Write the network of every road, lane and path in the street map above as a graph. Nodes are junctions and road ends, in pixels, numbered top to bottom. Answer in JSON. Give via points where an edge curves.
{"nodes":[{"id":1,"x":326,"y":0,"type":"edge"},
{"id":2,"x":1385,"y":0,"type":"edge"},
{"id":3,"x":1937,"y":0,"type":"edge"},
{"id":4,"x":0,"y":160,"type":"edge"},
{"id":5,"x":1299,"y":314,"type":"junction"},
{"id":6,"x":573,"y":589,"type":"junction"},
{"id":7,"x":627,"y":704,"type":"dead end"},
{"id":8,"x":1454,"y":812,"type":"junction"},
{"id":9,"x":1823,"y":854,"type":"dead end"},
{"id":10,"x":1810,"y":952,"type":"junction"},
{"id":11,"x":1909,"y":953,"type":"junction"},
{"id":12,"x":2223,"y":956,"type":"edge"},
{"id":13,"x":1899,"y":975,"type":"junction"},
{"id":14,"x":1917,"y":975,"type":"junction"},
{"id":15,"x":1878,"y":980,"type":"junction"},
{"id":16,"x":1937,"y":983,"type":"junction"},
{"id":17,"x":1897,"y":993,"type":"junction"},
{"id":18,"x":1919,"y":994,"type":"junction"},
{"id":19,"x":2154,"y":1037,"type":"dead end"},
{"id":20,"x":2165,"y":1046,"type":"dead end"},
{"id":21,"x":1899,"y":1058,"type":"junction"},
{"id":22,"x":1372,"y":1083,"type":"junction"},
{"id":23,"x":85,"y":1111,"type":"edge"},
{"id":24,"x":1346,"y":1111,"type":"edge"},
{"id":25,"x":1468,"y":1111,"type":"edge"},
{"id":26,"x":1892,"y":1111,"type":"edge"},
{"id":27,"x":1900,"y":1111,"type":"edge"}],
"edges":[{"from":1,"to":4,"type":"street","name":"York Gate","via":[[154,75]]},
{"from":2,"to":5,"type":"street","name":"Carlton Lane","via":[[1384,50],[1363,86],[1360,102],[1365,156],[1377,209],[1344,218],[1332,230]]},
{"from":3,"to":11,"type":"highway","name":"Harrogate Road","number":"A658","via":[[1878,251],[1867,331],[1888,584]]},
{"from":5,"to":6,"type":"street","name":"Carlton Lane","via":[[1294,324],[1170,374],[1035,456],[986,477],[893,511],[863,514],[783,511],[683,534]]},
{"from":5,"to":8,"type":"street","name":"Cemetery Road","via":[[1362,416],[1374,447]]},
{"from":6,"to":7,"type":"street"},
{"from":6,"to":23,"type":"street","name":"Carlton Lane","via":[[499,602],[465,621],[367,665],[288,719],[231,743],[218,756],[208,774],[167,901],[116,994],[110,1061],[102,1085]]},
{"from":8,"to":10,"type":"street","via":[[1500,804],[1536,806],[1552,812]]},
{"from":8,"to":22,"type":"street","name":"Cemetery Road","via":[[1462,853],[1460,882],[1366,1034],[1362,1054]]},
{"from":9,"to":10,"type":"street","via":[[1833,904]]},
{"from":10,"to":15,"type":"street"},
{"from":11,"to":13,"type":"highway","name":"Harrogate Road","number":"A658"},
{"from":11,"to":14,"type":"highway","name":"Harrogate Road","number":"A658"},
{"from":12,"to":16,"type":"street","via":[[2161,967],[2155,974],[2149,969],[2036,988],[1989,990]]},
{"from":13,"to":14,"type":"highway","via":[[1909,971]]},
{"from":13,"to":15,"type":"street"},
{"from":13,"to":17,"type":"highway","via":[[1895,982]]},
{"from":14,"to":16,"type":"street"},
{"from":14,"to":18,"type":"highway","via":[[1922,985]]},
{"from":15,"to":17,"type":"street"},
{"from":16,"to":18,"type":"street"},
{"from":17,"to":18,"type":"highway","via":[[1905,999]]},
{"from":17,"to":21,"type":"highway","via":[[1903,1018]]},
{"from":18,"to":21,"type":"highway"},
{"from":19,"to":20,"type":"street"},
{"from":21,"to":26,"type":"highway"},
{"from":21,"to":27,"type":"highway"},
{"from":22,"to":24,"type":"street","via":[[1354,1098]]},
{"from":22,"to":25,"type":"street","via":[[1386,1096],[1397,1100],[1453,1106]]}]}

^^^^^^^^^^^^^^^^

◆ Exercise description:
Scan the material above. Extract every line in which the word "dead" occurs.

◆ Exercise solution:
{"id":7,"x":627,"y":704,"type":"dead end"},
{"id":9,"x":1823,"y":854,"type":"dead end"},
{"id":19,"x":2154,"y":1037,"type":"dead end"},
{"id":20,"x":2165,"y":1046,"type":"dead end"},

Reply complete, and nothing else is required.